Fisherman Elijah Cummings regularly braves the dangerous waves of Lake Superior to rescue shipwrecked sailors, but when his long-time enemy returns to Eagle Harbor, Elijah finds himself swimming through uncharted waters. He learned the importance of being kind and living peaceably with his neighbors as a child, but as a grown man, just how hard does he need to try to make peace with his enemy? Especially when his enemy seems bent on ruining him… and is planning to marry the woman he’s loved for fifteen years?

Victoria Donnelly is happy to be back in the small, quiet town where she grew up. But she’s not in Eagle Harbor to enjoy beautiful sunrises, friendly neighbors, and peaceful walks along the beach. She’s there because she’s made a mistake, and she needs to fix it. Yet she’s finding it harder and harder to ignore the feelings she has for her childhood friend, Elijah Cummings. And that’s a pretty big problem, because shipping barons’ daughters don’t marry fishermen’s sons, no matter how kind and attentive those sons might be.

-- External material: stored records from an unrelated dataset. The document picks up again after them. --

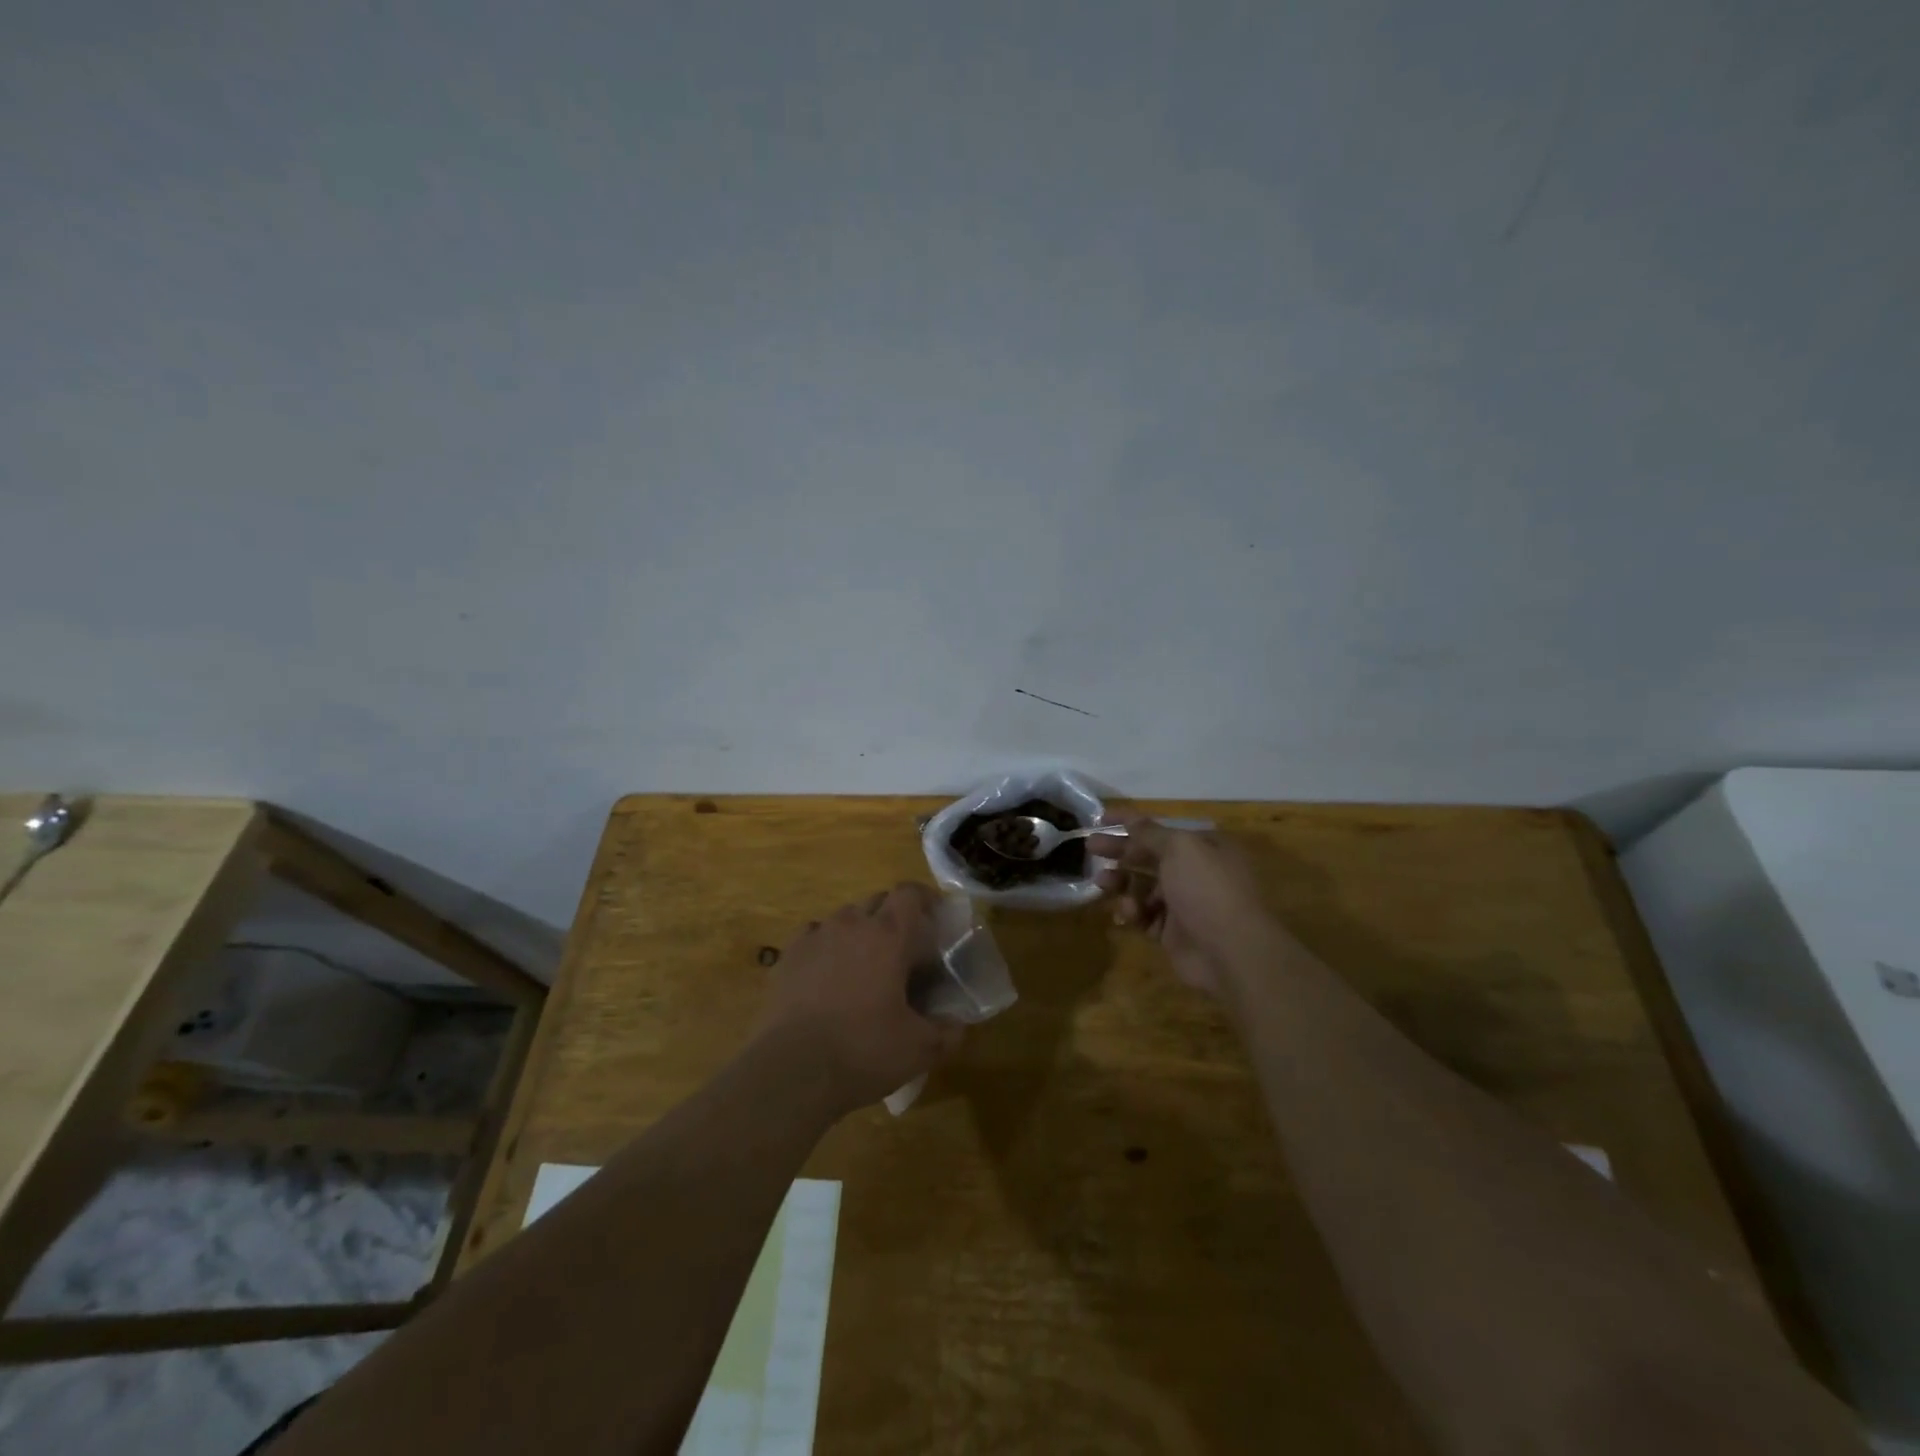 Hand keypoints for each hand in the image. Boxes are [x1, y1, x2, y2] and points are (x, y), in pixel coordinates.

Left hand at [754, 882, 963, 1116]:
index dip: (925, 899)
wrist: (791, 1071)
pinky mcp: (788, 956)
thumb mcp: (920, 1049)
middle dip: (894, 917)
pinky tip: (828, 976)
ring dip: (860, 932)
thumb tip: (958, 1024)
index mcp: (888, 935)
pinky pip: (814, 937)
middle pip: (878, 901)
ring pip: (845, 918)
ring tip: (866, 965)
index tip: (935, 917)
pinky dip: (827, 947)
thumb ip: (947, 1032)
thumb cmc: (863, 1051)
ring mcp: (815, 937)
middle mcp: (851, 924)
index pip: (910, 893)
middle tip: (905, 951)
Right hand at [1093, 822, 1279, 997]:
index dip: (1129, 821)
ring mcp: (1184, 903)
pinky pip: (1145, 916)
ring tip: (1102, 882)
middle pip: (1148, 856)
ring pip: (1143, 887)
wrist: (1231, 950)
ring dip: (1121, 882)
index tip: (1100, 818)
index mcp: (1202, 846)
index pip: (1160, 828)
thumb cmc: (1206, 888)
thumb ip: (1150, 833)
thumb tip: (1132, 821)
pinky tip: (1127, 914)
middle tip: (1090, 847)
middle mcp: (1194, 872)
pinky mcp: (1173, 932)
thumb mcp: (1179, 848)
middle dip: (1120, 851)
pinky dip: (1133, 912) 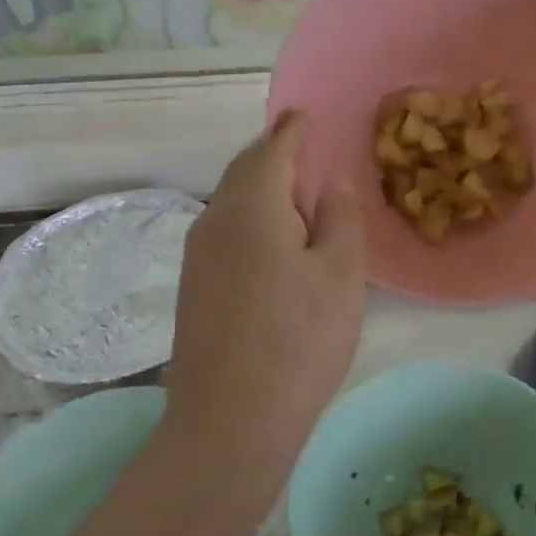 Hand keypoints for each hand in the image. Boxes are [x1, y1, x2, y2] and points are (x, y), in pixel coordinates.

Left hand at [162, 114, 365, 480]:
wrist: (230, 421)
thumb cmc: (299, 341)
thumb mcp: (341, 276)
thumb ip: (339, 218)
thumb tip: (330, 181)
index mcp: (252, 206)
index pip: (273, 149)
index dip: (293, 130)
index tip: (306, 114)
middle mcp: (215, 220)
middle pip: (245, 172)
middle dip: (274, 155)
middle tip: (304, 150)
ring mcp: (197, 256)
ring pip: (232, 203)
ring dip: (261, 189)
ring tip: (295, 195)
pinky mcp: (193, 287)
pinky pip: (225, 232)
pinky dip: (251, 220)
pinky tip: (272, 242) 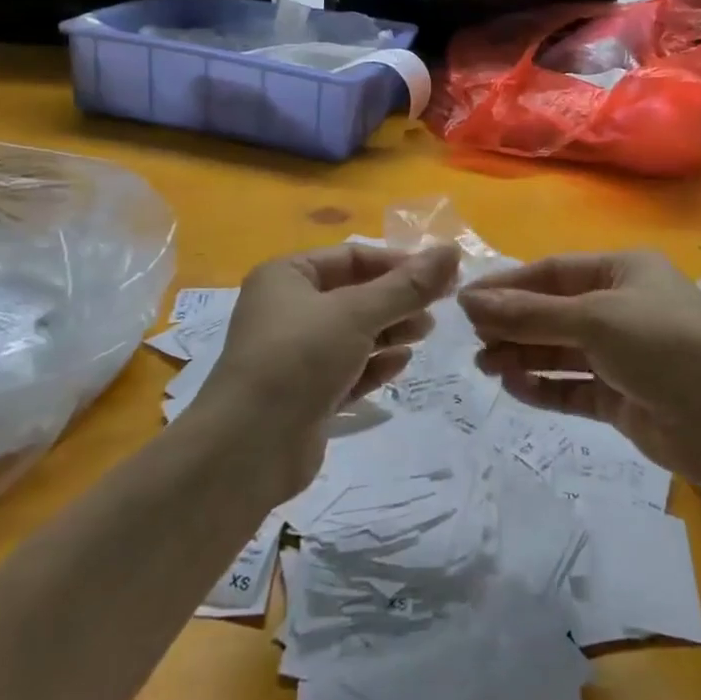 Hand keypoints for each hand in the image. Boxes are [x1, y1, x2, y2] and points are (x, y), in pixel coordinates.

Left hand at [197, 243, 460, 494]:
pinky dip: (374, 364)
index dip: (397, 263)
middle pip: (355, 294)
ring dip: (391, 330)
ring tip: (426, 332)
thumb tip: (452, 250)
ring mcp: (296, 355)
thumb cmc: (299, 358)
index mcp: (287, 276)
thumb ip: (407, 285)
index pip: (352, 257)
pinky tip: (402, 363)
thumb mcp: (357, 313)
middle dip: (397, 299)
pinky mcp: (306, 395)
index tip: (439, 276)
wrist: (247, 449)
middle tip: (439, 307)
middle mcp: (288, 310)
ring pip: (354, 333)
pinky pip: (348, 369)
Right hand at [459, 251, 700, 485]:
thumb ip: (530, 313)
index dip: (509, 285)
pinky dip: (544, 387)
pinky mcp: (622, 396)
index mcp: (624, 271)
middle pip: (554, 311)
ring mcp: (623, 354)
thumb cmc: (663, 347)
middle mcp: (622, 307)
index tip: (465, 302)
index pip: (554, 272)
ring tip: (485, 366)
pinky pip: (573, 386)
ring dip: (523, 355)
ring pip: (560, 350)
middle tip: (472, 340)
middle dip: (513, 324)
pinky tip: (514, 388)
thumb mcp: (594, 319)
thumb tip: (470, 299) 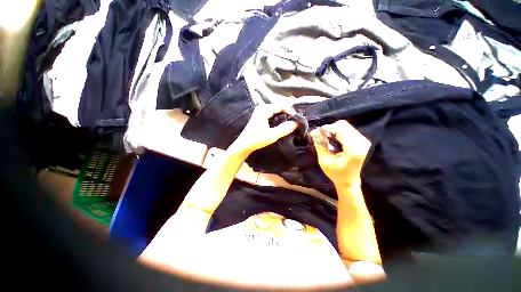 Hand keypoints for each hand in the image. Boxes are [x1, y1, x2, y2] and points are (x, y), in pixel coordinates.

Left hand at [228, 104, 297, 156]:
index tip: (297, 119)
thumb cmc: (256, 140)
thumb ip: (284, 129)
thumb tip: (296, 123)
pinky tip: (282, 122)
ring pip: (276, 109)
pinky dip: (279, 116)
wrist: (244, 144)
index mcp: (263, 110)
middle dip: (288, 113)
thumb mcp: (271, 136)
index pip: (281, 106)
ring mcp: (260, 111)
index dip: (290, 111)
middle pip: (279, 106)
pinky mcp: (260, 115)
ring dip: (284, 115)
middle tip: (295, 121)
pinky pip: (272, 112)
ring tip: (291, 122)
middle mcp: (262, 108)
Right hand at [310, 120, 370, 188]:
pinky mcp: (361, 140)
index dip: (326, 129)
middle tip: (320, 137)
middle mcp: (361, 141)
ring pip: (345, 126)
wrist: (349, 180)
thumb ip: (320, 144)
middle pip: (343, 125)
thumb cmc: (336, 173)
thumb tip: (314, 132)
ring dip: (333, 130)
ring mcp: (363, 140)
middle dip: (329, 129)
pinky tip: (332, 140)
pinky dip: (337, 132)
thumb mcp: (324, 160)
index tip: (315, 133)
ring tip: (326, 139)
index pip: (339, 129)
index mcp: (354, 148)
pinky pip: (347, 129) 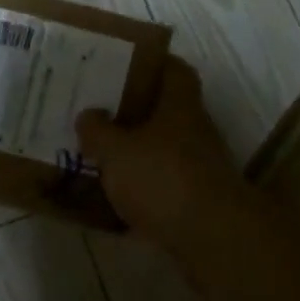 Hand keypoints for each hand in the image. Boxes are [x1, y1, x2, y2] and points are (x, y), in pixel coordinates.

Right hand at [76, 57, 240, 232]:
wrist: (211, 237)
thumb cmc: (162, 178)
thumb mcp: (116, 151)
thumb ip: (98, 131)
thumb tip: (88, 114)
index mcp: (180, 105)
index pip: (175, 70)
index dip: (152, 63)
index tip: (123, 64)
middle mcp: (195, 130)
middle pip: (166, 110)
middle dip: (134, 110)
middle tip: (99, 110)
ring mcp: (200, 166)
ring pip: (163, 148)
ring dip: (137, 150)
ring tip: (100, 153)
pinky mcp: (196, 200)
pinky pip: (163, 184)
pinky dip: (142, 187)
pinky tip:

But when Victoria and Elijah end up caught in a feud that pits the good of the town against the desires of a few wealthy businessmen, they face choices that test their faith, both in each other, and in God. To what lengths should Christians go to make peace with those around them—and what if Elijah’s and Victoria’s hearts can’t survive the choices they each must make?

From jagged rocks and raging storms, and to tranquil beaches and sunset strolls, Love’s Every Whisper offers a meaningful story about simpler times, sincere faith, and unfailing love. Get your copy today.

Enjoyed by over 100,000 Christian readers!

Excerpt

Eagle Harbor, Michigan; May 1883

The wind whipped off the lake, thrashing the skeletal tree limbs back and forth like a bear tearing through the woods.

Victoria Donnelly stepped onto an ice-encrusted rock and steadied herself. Hard white snowflakes spewed from the sky, pelting her face despite the wide brim of the masculine hat she’d donned. “E-E-E-Elijah. Elijah Cummings!”

She clamped her teeth down on her foolish, stuttering tongue and held her lantern as she surveyed the beach. But with the driving snow, gray sky, and foaming waves of Lake Superior, she couldn’t see more than ten feet in front of her. A sickening wave rose in her stomach, similar to the one that crashed into the rocks and sent icy spray to splatter the bottom of her cloak. Was the Beaumont out there?

Please, God, let them have sought shelter somewhere. Let Father and Gilbert be safe.

She turned away from the lake, though she couldn’t block out the ever-present roar of it, and scanned the rocky beach once more.

“E-Elijah!”

Blast her wretched tongue. Why wouldn’t it cooperate? She needed to find Elijah, and she couldn’t even call his name without jumbling her sounds. She always hated her stutter, but times such as this were the worst. Why must her tongue fail her when she needed it so dearly?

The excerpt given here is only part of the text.